───── Given records

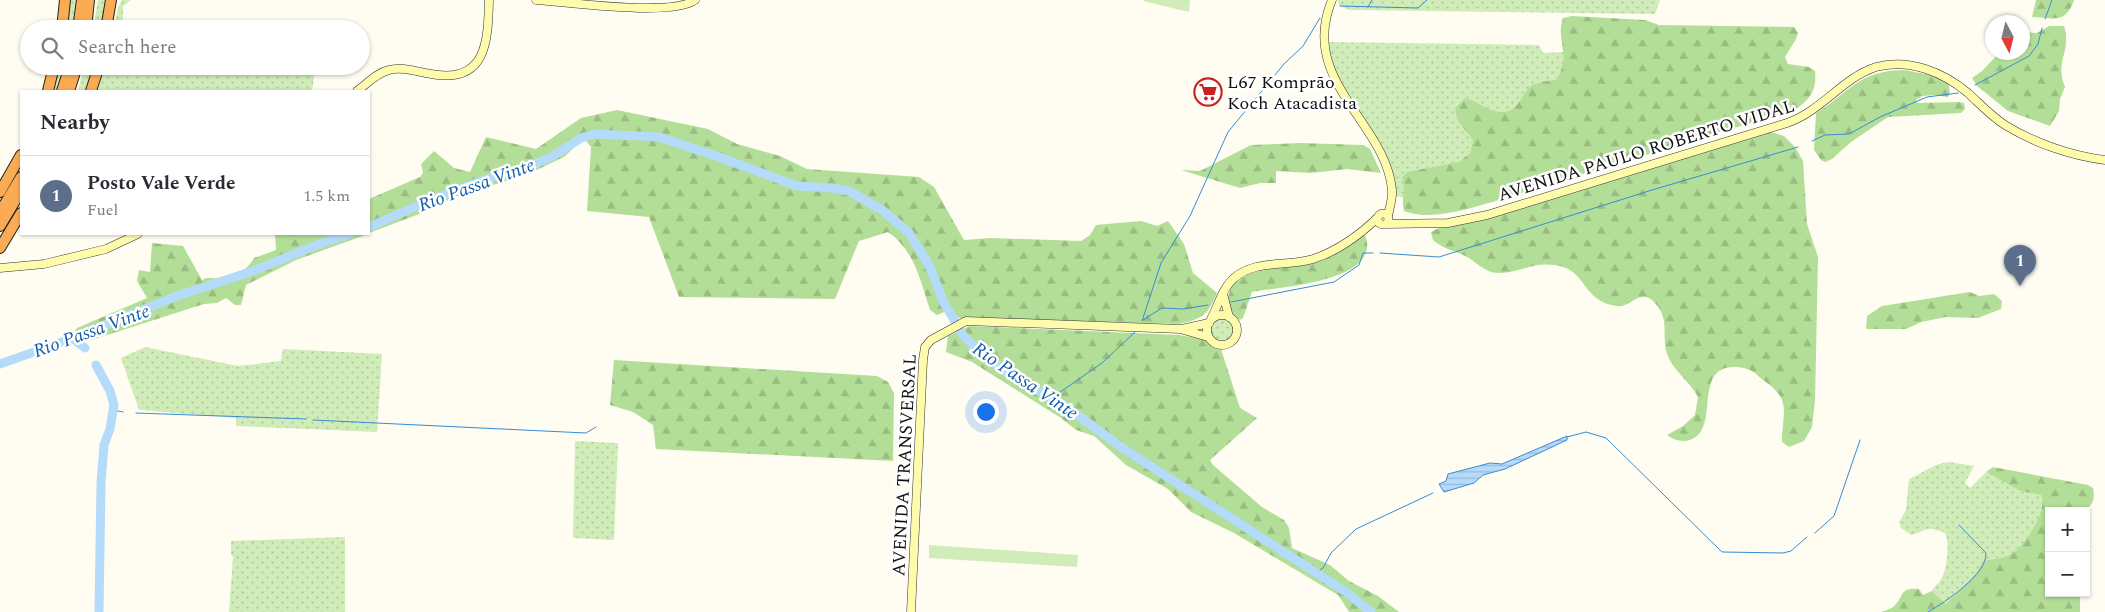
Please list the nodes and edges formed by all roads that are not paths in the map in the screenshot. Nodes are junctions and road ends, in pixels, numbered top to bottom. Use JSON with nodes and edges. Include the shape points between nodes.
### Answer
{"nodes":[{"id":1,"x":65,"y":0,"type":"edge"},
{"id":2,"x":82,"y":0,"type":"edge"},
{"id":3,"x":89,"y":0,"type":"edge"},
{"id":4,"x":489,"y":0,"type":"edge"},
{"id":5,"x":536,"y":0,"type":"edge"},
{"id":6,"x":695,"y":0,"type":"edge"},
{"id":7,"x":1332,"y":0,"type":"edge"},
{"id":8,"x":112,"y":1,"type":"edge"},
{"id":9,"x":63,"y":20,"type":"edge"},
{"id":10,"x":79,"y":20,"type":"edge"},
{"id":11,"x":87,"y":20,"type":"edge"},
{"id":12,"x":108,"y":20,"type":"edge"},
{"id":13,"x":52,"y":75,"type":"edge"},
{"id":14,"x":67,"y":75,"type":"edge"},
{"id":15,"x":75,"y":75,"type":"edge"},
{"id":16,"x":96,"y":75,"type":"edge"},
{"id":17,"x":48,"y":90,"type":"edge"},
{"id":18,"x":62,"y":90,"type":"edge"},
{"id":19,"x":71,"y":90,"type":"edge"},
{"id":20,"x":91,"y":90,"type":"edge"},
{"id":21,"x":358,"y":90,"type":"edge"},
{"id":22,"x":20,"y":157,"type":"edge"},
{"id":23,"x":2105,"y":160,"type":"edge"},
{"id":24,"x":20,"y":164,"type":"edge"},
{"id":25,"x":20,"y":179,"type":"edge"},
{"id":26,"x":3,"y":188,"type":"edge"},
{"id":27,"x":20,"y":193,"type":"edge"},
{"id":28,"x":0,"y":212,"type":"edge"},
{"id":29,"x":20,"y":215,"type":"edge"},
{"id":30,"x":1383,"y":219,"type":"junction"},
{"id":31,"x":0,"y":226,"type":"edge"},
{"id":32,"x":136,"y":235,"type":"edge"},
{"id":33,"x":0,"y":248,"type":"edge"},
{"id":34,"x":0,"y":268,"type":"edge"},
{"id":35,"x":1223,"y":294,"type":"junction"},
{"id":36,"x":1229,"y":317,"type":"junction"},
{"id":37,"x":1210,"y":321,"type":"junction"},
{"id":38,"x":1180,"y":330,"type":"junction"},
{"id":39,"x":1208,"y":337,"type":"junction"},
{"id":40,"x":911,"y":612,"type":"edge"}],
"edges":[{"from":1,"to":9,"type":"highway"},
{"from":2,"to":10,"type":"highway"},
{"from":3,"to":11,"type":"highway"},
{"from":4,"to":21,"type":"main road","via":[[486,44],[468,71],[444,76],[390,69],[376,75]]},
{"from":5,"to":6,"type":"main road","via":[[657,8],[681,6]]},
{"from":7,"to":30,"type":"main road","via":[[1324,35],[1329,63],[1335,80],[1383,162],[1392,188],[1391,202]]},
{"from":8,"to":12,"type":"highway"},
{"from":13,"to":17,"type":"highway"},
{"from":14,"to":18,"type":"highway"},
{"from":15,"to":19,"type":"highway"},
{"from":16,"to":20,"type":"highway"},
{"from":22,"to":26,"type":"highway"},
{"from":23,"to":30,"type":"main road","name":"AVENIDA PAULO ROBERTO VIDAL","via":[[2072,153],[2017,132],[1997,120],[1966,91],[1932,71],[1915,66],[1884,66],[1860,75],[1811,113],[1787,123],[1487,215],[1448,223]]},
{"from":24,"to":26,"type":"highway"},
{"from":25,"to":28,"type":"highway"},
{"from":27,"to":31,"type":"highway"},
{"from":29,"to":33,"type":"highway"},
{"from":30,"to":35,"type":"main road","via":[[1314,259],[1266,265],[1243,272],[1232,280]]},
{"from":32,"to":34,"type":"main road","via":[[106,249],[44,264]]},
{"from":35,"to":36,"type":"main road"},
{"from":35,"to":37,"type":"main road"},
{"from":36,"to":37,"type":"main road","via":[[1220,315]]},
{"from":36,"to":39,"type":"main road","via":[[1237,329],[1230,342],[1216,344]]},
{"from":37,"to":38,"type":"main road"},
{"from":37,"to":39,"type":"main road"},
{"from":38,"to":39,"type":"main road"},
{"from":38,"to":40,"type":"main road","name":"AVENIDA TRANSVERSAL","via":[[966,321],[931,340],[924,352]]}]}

──────────
───── Given records

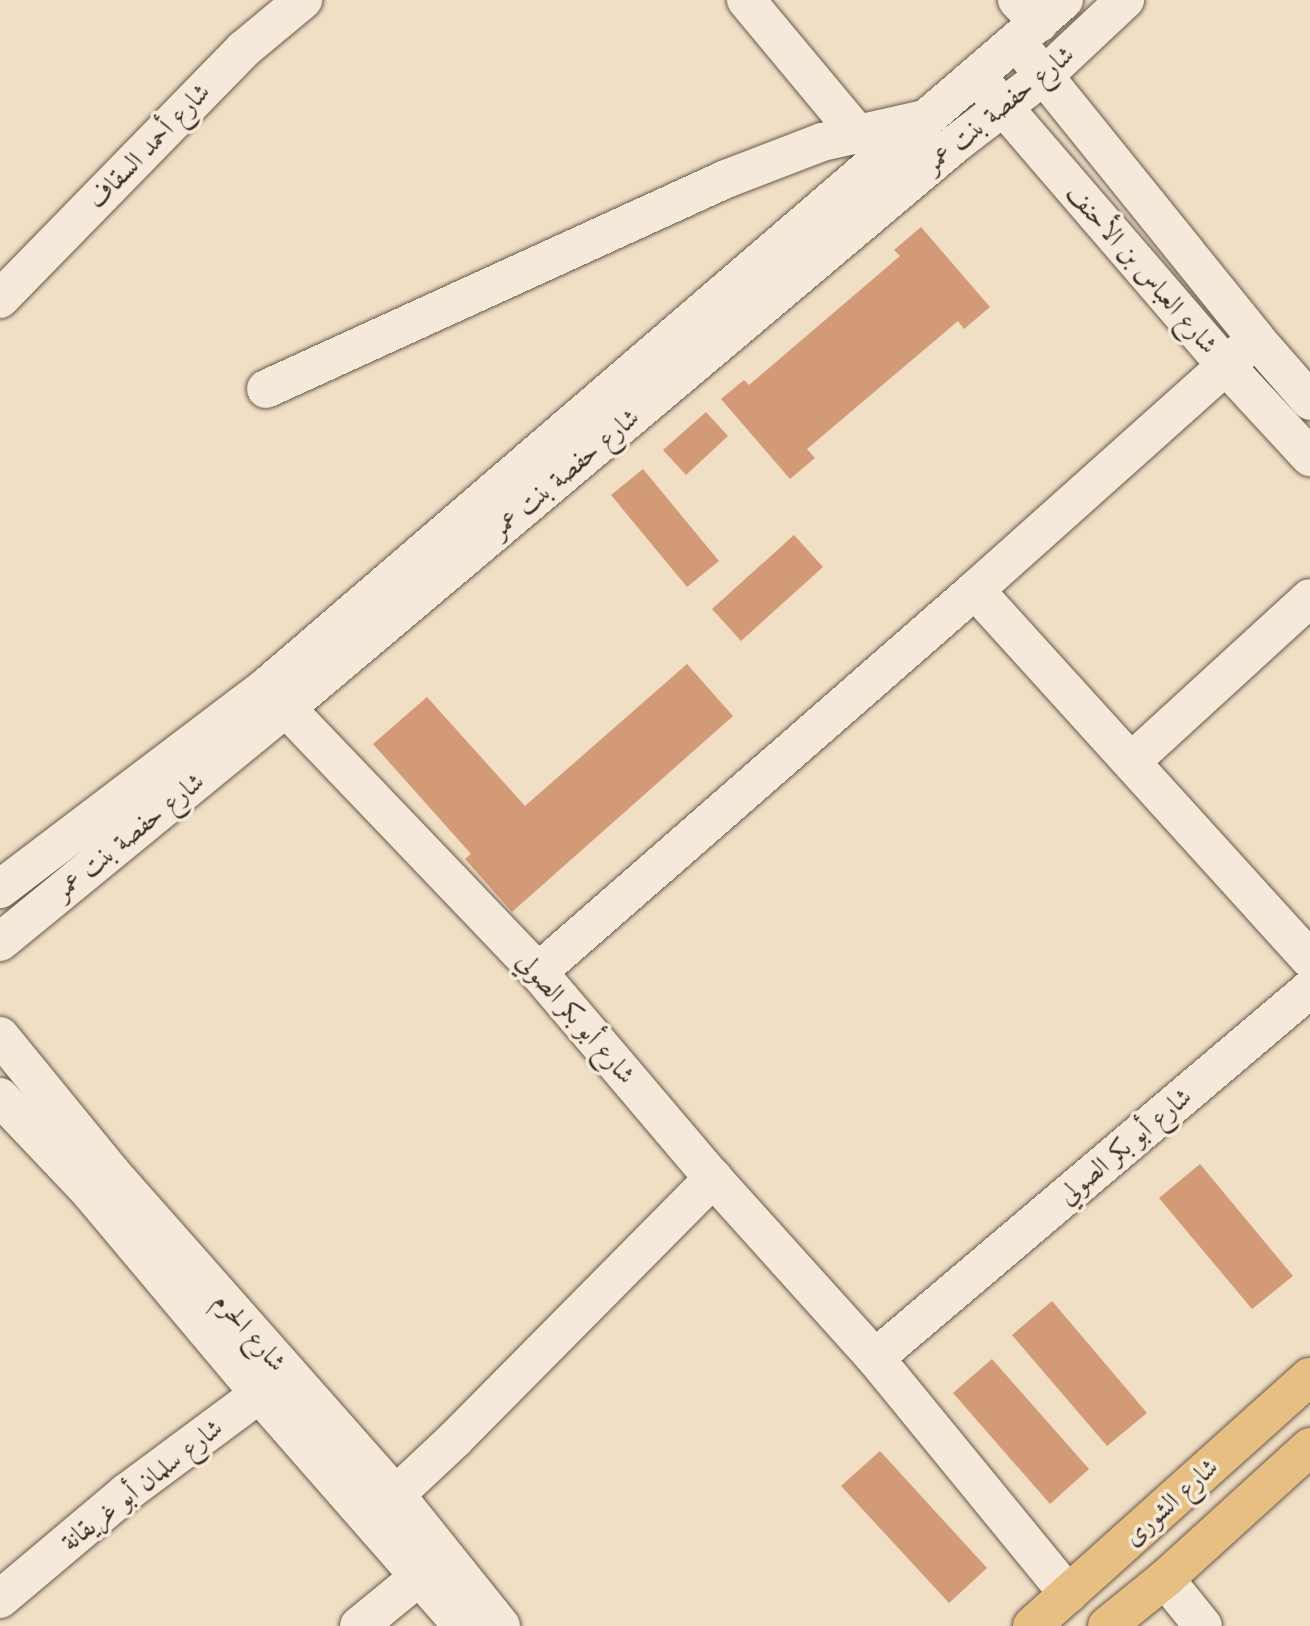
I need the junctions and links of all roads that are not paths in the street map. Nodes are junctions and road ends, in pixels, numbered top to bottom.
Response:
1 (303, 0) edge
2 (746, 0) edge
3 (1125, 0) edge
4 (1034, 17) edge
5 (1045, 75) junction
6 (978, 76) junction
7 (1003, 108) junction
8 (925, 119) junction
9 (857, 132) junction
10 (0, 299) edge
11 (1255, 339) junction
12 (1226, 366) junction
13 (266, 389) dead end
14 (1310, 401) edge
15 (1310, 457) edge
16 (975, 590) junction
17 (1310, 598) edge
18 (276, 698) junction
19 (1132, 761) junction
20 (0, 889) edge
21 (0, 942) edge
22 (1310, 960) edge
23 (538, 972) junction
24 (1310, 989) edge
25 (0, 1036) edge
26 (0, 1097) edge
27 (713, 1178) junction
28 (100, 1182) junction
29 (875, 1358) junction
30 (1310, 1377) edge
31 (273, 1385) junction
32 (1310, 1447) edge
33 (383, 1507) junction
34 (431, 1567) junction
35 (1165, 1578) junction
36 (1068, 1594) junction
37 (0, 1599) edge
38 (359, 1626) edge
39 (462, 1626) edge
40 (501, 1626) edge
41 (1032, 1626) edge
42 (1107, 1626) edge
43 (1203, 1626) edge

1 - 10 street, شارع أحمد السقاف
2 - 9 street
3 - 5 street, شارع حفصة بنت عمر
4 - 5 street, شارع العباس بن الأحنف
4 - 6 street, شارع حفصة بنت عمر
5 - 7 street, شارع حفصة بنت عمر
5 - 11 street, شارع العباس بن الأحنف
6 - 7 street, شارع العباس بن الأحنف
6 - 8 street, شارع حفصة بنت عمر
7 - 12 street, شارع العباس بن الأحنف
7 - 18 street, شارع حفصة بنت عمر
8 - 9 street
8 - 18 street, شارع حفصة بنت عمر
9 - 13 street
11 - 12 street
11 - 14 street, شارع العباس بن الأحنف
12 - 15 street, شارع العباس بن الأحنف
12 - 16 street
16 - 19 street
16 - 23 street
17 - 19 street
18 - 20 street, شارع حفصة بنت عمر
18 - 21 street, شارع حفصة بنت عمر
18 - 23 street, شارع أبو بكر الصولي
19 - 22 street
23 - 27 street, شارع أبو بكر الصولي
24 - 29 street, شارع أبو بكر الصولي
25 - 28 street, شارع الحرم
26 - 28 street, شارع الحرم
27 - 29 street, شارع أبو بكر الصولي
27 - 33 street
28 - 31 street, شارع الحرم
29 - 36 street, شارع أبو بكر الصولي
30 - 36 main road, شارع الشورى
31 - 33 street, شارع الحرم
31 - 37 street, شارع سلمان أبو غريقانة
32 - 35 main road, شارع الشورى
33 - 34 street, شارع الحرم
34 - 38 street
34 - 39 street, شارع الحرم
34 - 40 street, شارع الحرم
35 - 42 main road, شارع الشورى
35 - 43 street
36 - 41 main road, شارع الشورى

──────────
───── Given records

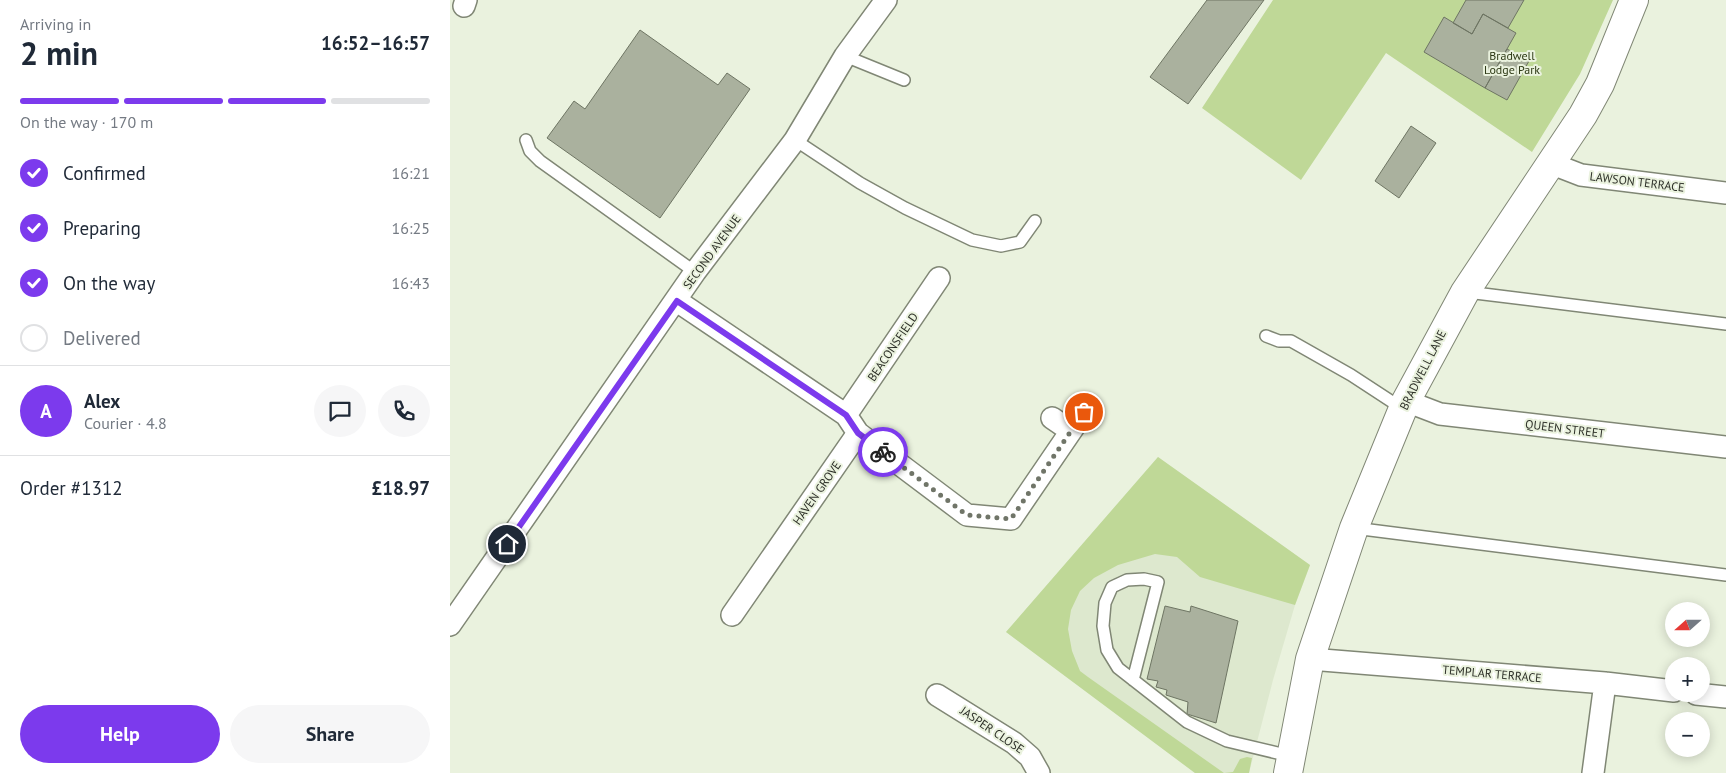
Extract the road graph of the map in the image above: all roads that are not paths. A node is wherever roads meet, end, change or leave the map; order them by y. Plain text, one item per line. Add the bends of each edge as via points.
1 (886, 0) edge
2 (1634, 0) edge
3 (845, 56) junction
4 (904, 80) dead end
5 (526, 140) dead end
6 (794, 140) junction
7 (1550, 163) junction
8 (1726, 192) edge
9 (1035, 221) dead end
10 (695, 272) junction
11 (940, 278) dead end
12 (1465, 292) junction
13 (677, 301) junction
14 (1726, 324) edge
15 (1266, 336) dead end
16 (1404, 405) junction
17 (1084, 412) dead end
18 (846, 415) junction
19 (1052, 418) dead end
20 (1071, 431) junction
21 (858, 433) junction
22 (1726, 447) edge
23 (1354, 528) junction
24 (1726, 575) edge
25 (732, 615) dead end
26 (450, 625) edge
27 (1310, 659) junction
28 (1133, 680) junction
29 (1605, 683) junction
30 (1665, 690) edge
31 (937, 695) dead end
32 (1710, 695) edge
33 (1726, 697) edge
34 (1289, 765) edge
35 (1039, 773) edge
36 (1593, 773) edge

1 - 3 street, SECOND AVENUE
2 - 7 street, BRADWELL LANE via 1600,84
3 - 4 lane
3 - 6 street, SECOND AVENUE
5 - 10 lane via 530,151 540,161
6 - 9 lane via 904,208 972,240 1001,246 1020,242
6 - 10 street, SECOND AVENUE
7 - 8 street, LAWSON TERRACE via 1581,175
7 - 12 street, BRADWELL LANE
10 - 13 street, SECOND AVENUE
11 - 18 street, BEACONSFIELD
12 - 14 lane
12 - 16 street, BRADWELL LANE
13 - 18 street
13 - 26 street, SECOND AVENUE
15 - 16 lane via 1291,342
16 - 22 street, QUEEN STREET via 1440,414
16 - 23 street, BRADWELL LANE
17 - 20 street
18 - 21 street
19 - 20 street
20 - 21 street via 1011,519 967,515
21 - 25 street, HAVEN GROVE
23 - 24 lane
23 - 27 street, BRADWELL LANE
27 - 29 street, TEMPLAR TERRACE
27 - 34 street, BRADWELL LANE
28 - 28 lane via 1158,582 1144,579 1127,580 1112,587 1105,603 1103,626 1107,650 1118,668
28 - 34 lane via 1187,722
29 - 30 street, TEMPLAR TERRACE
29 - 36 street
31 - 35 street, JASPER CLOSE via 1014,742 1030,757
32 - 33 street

──────────

* _Work to complete_
Return all lines in the entries above that carry the word "TERRACE".

* _Response for this exercise_
7 - 8 street, LAWSON TERRACE via 1581,175
27 - 29 street, TEMPLAR TERRACE
29 - 30 street, TEMPLAR TERRACE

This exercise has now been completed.